• [Stored dataset items]
========
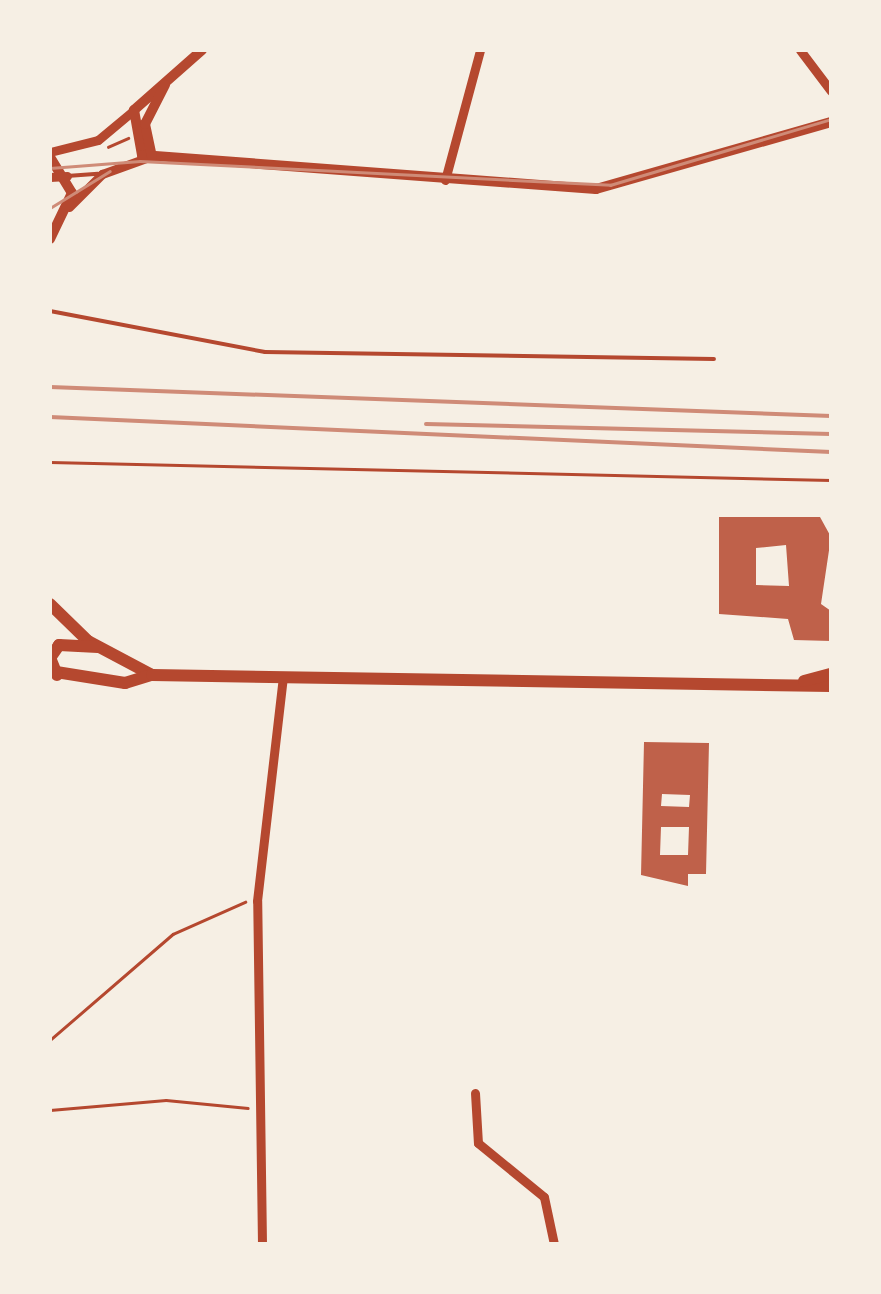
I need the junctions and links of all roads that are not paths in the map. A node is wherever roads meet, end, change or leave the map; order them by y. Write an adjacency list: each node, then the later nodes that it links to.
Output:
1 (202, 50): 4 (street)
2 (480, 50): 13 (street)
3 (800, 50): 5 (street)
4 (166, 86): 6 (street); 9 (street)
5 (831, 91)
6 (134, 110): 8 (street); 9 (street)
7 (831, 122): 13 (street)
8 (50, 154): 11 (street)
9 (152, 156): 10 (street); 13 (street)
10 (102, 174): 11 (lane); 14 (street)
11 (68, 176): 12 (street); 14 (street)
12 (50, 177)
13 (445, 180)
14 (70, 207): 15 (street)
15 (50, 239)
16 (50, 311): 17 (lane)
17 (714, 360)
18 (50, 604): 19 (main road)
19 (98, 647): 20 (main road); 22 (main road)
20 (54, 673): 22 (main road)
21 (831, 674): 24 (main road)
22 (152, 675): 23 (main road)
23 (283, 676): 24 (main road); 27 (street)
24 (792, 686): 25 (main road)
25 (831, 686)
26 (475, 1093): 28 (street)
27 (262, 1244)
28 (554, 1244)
========
• [EXERCISE GOAL] Extract all the data above exactly, excluding every picture.

• [RESPONSE FOR THIS EXERCISE]
I need the junctions and links of all roads that are not paths in the map. A node is wherever roads meet, end, change or leave the map; order them by y. Write an adjacency list: each node, then the later nodes that it links to.
Output:
1 (202, 50): 4 (street)
2 (480, 50): 13 (street)
3 (800, 50): 5 (street)
4 (166, 86): 6 (street); 9 (street)
5 (831, 91)
6 (134, 110): 8 (street); 9 (street)
7 (831, 122): 13 (street)
8 (50, 154): 11 (street)
9 (152, 156): 10 (street); 13 (street)
10 (102, 174): 11 (lane); 14 (street)
11 (68, 176): 12 (street); 14 (street)
12 (50, 177)
13 (445, 180)
14 (70, 207): 15 (street)
15 (50, 239)
16 (50, 311): 17 (lane)
17 (714, 360)
18 (50, 604): 19 (main road)
19 (98, 647): 20 (main road); 22 (main road)
20 (54, 673): 22 (main road)
21 (831, 674): 24 (main road)
22 (152, 675): 23 (main road)
23 (283, 676): 24 (main road); 27 (street)
24 (792, 686): 25 (main road)
25 (831, 686)
26 (475, 1093): 28 (street)
27 (262, 1244)
28 (554, 1244)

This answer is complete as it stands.